Some directors left of their own accord. One was dismissed in 2017 on serious grounds including misrepresentation of qualifications and serious misconduct.
OUTA’s journey has included developing and refining its governance processes. While we are not legally required to comply with King IV, earlier this year the board agreed to achieve as many of the King IV Codes of Good Governance as possible going forward. In 2017, OUTA conducted an independent assessment of its governance levels and the board are using this to address any gaps.

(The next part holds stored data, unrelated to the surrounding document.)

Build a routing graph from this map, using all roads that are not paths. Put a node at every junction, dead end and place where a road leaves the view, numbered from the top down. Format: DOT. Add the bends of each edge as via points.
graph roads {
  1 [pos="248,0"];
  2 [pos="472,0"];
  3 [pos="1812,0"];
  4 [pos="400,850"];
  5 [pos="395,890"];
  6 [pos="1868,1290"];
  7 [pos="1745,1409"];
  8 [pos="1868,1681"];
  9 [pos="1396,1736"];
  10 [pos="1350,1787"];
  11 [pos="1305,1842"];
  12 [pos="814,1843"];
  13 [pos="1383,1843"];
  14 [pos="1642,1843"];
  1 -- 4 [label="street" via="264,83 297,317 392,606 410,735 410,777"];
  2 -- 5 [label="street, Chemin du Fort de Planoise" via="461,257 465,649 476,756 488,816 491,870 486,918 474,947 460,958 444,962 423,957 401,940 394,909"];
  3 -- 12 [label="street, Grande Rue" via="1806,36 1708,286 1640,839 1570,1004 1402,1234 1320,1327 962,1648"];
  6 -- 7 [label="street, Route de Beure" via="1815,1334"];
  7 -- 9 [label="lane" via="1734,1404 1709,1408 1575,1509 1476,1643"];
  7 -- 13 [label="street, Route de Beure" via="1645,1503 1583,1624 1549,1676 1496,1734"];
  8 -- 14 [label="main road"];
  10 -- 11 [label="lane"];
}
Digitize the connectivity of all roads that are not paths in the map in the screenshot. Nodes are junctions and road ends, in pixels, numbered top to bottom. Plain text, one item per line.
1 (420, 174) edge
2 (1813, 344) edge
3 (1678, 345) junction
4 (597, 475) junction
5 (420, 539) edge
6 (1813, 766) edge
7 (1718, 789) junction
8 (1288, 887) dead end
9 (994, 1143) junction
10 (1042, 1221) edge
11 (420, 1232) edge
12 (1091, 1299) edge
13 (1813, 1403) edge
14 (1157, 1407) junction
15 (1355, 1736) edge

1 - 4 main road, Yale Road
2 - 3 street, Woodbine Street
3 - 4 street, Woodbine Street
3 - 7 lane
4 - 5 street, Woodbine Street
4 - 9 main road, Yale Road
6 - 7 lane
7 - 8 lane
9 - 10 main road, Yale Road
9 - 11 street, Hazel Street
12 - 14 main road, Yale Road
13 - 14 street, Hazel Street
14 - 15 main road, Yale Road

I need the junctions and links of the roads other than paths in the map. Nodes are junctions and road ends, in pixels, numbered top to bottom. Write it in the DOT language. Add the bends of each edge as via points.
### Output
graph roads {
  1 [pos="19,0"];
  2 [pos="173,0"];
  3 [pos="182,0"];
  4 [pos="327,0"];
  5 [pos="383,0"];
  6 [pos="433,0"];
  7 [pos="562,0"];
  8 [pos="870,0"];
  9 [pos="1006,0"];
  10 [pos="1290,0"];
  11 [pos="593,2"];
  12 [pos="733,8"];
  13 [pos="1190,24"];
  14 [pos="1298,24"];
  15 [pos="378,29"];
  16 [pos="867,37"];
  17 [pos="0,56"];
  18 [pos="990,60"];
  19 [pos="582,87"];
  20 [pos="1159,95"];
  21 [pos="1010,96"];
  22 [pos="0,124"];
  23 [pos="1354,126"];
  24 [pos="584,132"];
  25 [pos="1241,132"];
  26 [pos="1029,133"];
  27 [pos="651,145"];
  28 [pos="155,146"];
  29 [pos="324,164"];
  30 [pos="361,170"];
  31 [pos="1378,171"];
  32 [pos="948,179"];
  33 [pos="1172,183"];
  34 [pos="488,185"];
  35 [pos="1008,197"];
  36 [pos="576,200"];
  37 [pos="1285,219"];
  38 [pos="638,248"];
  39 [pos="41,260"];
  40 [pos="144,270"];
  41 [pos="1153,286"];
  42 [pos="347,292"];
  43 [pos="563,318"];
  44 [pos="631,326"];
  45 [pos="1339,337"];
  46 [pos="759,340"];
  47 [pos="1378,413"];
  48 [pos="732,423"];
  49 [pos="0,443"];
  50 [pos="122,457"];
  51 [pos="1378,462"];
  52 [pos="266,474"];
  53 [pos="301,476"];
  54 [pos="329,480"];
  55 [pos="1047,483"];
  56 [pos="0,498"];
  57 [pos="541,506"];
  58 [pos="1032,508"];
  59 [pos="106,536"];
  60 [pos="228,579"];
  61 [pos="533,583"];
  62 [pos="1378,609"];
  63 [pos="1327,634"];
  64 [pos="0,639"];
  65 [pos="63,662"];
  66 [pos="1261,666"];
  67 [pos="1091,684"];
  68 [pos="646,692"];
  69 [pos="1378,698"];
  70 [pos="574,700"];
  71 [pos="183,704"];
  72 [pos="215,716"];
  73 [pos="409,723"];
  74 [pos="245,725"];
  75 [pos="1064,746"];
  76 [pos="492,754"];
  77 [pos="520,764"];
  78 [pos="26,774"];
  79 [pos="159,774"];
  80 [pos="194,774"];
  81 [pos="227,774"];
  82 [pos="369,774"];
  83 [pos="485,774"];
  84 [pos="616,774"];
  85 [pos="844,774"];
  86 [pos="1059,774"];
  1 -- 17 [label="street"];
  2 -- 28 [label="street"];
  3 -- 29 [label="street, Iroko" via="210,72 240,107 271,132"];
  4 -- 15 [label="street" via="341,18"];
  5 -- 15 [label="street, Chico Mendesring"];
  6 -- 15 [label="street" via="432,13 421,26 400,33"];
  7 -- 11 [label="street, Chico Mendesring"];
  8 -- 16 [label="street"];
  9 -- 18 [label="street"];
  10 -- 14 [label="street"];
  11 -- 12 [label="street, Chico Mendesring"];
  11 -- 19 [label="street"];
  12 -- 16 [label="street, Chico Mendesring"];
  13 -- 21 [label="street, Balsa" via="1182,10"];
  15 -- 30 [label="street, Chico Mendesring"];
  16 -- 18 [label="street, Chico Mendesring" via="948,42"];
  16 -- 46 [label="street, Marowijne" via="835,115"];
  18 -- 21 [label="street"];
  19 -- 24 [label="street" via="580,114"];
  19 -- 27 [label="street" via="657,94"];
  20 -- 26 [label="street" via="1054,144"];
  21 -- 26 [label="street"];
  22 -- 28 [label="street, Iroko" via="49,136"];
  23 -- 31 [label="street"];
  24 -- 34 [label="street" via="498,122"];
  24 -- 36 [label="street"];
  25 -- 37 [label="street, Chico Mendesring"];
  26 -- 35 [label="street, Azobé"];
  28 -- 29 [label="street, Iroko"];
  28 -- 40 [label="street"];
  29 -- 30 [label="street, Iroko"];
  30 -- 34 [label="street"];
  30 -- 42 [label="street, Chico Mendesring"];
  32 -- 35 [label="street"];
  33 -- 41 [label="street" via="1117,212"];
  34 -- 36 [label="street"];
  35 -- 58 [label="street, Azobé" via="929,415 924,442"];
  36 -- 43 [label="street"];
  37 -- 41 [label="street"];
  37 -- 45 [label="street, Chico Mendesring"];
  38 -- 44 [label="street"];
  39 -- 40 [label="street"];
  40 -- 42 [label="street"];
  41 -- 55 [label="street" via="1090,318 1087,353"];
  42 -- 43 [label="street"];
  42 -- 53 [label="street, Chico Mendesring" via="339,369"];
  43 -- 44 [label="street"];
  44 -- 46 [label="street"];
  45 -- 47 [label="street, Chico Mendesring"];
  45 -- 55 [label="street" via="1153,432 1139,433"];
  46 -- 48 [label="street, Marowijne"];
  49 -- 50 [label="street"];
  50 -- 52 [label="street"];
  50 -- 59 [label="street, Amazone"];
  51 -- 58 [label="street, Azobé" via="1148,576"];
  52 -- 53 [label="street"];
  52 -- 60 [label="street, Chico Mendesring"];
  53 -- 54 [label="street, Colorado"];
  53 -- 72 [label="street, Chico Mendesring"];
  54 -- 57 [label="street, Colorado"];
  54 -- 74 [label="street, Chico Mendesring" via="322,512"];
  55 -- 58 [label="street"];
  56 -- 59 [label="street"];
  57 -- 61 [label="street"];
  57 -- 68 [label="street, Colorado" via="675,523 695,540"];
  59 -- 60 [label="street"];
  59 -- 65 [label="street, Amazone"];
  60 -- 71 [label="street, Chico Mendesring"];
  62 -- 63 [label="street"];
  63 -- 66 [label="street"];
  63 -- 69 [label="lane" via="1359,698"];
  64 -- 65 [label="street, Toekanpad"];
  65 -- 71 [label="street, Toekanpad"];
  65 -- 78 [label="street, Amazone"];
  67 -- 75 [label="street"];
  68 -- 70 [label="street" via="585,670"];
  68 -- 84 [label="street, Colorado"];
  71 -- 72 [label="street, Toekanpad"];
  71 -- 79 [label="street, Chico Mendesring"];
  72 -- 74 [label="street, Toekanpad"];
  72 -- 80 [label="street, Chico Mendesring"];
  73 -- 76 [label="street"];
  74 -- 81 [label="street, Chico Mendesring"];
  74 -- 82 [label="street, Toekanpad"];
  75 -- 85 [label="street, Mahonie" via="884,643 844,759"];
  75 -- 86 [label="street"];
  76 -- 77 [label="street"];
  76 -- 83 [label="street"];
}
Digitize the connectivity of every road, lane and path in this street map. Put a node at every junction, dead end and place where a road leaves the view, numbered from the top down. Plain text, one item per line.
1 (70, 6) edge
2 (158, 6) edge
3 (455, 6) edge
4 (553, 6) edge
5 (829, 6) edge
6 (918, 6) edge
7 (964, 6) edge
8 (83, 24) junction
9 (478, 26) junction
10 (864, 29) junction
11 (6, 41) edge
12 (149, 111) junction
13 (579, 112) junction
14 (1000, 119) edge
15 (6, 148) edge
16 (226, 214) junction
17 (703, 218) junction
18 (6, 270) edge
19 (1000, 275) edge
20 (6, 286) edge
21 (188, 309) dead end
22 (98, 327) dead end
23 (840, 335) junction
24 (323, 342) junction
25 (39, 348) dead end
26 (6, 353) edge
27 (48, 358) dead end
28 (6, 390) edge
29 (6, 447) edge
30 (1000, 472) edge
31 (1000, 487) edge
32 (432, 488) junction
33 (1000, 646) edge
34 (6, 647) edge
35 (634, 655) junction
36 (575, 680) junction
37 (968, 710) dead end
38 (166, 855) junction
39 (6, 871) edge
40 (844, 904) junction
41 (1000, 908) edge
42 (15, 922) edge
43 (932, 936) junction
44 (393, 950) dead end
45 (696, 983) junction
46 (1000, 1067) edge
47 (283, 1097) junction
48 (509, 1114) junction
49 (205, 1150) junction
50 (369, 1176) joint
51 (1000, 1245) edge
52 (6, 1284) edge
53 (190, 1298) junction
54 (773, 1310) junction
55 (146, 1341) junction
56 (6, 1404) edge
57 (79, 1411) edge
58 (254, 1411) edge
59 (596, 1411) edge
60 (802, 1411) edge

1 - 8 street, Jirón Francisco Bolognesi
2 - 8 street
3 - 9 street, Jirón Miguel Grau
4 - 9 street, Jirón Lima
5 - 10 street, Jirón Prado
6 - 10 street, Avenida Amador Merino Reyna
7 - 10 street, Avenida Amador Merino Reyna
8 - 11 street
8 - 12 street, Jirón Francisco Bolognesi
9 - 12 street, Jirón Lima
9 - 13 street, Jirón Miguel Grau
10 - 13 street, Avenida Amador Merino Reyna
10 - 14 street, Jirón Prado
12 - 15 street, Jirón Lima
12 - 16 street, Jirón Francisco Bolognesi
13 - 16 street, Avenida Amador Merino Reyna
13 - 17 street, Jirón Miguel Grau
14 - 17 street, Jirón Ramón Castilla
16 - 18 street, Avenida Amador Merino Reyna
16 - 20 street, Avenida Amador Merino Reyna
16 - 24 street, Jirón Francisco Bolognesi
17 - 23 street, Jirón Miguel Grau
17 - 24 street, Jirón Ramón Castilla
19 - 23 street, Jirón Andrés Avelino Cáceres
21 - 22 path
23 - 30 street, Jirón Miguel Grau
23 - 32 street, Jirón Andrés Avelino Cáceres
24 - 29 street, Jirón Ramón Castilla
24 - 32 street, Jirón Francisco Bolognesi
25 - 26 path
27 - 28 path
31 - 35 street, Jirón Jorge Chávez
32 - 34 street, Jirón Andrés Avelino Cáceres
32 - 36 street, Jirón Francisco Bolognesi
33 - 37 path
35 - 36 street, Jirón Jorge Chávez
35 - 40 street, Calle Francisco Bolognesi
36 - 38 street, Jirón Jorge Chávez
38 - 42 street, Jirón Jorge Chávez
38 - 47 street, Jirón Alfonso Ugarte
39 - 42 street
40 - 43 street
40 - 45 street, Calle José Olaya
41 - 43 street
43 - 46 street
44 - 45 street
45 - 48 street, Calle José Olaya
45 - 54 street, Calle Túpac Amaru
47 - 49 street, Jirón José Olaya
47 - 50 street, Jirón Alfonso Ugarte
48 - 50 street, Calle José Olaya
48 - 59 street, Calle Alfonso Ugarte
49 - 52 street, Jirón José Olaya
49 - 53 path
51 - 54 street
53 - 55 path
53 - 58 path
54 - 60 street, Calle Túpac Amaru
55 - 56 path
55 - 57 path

OUTA’s board meets King IV compliance standards. It has moved from a board of five white male executive directors in January 2016, to eight directors — four executive directors and four non-executive directors — with the Chairperson’s role filled by a non-executive director. The board has 50% women and only 38% white directors.
“I believe we have become a leading civil intervention organisation because of the people who stood by OUTA and its management team. We are proud of our achievements and the diversity, expertise and competency of our board and the entire team,” says Wayne Duvenage, OUTA’s CEO. “We have a lot of work to do in fighting corruption and maladministration in South Africa and we thank the many thousands of supporters for their support and contribution to the excellent work being done by our highly energised and competent team of professionals and experts.”
The OUTA Board and management team have no problem with being challenged or held to account for adhering to good governance.